Google’s Advanced Technologies And Projects group announced Thursday they were woking on the project with NASA, and equipping the space agency’s Synchronized Position Hold, Engage, Reorient Experimental Satellites (SPHERES) space robots.

These robots will be outfitted with individual Project Tango smartphones, which have capabilities and hardware far beyond anything available on the market.
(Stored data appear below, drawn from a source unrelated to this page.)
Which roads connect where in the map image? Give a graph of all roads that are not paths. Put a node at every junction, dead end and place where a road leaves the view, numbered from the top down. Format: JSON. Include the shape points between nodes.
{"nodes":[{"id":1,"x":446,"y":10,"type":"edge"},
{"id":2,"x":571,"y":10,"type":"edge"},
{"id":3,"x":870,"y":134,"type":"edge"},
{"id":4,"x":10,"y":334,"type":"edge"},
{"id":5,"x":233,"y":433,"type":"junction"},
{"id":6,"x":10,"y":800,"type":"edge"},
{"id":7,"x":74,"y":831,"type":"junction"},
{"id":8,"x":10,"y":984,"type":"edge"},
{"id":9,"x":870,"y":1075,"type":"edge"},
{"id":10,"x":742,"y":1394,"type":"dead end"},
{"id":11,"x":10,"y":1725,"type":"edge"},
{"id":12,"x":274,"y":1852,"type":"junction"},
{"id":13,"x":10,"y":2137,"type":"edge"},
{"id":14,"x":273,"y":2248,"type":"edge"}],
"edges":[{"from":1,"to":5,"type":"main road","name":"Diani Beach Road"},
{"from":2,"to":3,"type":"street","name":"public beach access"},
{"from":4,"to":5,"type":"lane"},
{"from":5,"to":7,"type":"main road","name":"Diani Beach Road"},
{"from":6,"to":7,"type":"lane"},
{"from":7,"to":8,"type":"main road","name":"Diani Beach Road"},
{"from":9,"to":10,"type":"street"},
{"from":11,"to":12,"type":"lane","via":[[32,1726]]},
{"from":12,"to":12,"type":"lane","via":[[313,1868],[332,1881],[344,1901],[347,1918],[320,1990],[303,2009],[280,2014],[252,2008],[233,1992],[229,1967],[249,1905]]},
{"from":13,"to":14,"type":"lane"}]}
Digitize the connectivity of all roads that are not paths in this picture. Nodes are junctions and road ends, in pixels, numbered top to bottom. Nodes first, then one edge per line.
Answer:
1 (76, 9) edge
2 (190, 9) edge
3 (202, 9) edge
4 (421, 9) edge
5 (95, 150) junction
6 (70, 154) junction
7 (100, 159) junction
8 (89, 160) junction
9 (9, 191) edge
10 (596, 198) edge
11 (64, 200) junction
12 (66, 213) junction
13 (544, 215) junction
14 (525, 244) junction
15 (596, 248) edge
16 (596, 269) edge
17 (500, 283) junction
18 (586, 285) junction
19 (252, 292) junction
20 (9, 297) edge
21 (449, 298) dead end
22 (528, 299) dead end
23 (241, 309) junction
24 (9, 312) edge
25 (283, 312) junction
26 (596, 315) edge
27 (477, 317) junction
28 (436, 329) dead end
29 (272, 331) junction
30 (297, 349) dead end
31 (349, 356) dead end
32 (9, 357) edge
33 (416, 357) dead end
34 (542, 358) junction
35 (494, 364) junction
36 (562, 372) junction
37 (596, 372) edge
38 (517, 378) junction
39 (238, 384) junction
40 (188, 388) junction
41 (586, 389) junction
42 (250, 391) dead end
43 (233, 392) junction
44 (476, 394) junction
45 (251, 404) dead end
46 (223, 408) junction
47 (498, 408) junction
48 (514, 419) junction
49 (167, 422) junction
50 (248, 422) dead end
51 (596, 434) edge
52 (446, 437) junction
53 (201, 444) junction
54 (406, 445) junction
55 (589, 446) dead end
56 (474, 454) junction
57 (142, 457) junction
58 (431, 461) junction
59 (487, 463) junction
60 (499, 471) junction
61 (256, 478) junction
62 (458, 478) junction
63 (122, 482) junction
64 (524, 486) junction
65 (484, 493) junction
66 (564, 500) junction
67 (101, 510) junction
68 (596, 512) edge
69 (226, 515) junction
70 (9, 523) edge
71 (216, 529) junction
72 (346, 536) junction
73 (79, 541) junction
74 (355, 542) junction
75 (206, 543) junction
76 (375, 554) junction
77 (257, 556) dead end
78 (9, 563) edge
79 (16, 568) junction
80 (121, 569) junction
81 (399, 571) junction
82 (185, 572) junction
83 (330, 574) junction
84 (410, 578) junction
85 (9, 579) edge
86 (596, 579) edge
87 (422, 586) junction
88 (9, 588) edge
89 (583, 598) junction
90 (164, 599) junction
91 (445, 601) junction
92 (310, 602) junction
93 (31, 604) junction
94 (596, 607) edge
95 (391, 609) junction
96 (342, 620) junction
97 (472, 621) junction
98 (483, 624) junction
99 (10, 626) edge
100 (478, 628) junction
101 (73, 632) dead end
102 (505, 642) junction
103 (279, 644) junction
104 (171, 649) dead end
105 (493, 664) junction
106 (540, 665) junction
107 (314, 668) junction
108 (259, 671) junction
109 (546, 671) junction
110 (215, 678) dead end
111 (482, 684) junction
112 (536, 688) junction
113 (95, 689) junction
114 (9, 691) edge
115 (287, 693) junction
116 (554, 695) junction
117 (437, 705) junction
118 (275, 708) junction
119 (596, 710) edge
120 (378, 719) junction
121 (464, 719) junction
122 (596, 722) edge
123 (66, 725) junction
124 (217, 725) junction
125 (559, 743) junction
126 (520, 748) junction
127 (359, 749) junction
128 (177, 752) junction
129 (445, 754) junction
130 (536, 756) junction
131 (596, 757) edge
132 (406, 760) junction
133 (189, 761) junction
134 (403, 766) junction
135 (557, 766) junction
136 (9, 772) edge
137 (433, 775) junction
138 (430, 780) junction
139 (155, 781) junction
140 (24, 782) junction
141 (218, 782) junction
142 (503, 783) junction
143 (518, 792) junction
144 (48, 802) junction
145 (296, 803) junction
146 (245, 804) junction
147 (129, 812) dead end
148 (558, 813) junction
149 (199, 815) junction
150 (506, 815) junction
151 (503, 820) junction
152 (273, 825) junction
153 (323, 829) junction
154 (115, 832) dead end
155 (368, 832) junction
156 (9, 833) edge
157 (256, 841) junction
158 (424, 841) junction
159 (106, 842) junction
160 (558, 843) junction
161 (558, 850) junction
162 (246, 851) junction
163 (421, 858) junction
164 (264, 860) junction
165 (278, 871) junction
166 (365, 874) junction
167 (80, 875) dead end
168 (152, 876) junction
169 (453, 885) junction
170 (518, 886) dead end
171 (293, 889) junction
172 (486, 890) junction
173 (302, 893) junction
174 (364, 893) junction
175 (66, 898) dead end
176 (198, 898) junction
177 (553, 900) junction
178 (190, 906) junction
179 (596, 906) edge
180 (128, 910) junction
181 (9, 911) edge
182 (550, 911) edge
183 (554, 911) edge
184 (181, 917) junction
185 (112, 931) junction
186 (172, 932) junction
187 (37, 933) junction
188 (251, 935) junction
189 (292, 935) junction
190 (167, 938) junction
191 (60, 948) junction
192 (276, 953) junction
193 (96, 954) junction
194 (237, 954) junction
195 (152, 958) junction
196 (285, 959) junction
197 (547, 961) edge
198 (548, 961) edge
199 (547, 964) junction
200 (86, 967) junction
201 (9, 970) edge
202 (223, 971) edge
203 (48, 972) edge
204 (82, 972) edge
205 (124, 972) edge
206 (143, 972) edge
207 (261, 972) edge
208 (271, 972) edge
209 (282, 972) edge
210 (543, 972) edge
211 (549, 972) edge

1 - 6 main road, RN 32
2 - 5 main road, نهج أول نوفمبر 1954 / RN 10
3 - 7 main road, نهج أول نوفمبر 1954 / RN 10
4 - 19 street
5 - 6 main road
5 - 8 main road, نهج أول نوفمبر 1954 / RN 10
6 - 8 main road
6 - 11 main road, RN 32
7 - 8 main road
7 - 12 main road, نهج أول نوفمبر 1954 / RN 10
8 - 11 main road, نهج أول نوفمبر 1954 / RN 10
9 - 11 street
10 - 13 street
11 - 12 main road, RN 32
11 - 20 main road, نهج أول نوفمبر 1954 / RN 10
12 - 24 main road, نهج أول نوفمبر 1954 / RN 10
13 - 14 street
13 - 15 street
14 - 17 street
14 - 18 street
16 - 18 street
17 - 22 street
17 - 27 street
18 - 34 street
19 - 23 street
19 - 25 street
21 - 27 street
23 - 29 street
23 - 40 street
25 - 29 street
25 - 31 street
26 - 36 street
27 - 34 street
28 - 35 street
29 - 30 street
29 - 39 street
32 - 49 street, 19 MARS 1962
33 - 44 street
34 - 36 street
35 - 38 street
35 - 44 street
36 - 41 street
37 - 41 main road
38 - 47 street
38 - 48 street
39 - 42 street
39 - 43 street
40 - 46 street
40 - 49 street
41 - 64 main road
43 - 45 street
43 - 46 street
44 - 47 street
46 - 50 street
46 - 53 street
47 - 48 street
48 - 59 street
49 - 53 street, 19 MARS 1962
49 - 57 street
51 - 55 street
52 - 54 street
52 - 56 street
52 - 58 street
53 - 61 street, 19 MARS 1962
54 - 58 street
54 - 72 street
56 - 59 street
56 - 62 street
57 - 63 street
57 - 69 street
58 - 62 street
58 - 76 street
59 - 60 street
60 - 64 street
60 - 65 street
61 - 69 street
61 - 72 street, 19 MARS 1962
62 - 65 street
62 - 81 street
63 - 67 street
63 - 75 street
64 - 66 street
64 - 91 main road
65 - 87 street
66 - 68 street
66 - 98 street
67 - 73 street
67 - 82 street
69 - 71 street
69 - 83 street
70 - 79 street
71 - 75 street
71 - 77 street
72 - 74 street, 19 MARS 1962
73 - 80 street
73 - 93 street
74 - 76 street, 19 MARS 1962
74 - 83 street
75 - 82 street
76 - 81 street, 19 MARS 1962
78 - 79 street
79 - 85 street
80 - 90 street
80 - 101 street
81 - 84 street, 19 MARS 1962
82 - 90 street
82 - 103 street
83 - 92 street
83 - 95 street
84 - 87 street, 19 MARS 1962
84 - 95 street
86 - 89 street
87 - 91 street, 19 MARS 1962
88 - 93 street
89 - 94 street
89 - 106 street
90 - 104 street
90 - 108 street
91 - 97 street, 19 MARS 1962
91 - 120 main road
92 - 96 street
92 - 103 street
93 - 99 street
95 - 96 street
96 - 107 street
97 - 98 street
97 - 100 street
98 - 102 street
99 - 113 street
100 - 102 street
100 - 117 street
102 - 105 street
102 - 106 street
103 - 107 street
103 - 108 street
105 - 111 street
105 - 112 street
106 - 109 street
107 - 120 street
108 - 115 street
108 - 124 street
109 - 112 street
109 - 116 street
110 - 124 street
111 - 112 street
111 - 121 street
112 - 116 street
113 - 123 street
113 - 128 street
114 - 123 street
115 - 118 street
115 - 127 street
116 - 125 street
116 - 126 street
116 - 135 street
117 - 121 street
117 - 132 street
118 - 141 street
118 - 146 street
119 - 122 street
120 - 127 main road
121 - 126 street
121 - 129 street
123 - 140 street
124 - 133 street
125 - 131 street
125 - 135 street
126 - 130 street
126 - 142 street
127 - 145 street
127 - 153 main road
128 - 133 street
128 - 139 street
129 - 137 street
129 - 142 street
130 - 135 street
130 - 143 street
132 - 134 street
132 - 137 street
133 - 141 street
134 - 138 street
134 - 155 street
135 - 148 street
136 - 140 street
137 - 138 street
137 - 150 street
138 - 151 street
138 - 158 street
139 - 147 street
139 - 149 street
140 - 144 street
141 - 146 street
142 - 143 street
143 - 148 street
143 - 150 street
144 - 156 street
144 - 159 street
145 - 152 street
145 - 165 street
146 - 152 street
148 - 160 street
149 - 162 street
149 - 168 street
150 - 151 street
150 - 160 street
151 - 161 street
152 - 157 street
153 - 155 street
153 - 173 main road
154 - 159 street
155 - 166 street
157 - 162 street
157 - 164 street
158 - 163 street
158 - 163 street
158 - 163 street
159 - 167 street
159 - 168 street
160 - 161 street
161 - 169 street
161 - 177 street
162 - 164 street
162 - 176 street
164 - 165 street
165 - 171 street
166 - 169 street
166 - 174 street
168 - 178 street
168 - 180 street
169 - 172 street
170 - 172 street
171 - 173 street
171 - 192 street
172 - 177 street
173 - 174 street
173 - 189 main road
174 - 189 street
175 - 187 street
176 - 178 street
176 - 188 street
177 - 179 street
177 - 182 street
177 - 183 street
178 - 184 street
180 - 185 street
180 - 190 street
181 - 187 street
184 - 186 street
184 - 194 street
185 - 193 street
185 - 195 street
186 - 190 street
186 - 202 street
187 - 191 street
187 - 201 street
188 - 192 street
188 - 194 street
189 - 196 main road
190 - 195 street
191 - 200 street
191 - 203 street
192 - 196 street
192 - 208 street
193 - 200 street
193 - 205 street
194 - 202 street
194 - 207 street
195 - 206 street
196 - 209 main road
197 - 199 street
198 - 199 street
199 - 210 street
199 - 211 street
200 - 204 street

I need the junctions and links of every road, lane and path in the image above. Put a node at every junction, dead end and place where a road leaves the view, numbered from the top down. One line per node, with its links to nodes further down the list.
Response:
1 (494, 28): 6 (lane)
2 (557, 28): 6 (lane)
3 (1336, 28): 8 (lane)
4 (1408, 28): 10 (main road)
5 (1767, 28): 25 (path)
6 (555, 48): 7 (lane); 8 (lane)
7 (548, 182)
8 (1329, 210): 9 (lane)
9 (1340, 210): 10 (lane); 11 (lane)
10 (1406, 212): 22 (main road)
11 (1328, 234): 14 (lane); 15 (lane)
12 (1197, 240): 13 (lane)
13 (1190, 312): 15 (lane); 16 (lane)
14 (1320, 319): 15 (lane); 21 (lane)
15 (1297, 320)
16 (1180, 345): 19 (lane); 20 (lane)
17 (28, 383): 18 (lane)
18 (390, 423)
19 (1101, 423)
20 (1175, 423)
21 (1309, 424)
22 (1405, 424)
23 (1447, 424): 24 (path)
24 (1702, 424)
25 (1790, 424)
The phones’ extremely advanced mapping abilities will allow SPHERES to map their locations and move free of human control.

SPHERES are bowling-ball sized free-flying robots with their own onboard power, propulsion, navigation and computer equipment, and are designed to service satellites, assist in vehicle assembly, determine flying spacecraft formation configurations, control other robots via telecommunication, and more.

“Researchers concluded that tele-operated robotic spacecraft can conduct repairs, maintenance, inspections and monitoring, and de-orbit malfunctioning or defunct spacecraft,” a description on NASA’s website states.

“This is a really interesting opportunity for us to take the work of Project Tango and put it in a really unique environment that’s difficult to re-create here on Earth,” Google ATAP software engineer James Fung said in the team’s YouTube video announcement.

The purpose of the robots is to accomplish tasks that so far have always been performed by astronauts within spacecraft like the International Space Station, which requires constant and time-consuming routine maintenance, control and care aside from the research and experiments at the core of the station’s mission.

“What’s really exciting about the collaboration with the NASA Ames team [NASA’s research division] is to see how out prototype device can be paired with the science and sensing abilities of spheres,” ATAP team engineer Joel Hesch said.

Using the phones’ built-in motion-tracking cameras and depth sensors – which allow them to detect orientation in relation to everything around them – the robots will be able to create 3D maps of their environments and avoid bumping into walls or objects while going about their missions.

Project Tango is similar to another development on its way out of the Silicon Valley Internet giant called Project Ara – a smartphone composed of interchangeable modular pieces designed to allow for a high-level of individual user customization. Project Ara could potentially be perfect for future projects with NASA, which designs and constructs devices for very specific purposes.

The robots have already undergone their first test with Project Tango smartphone-equipped SPHERES during a zero-G airplane training flight.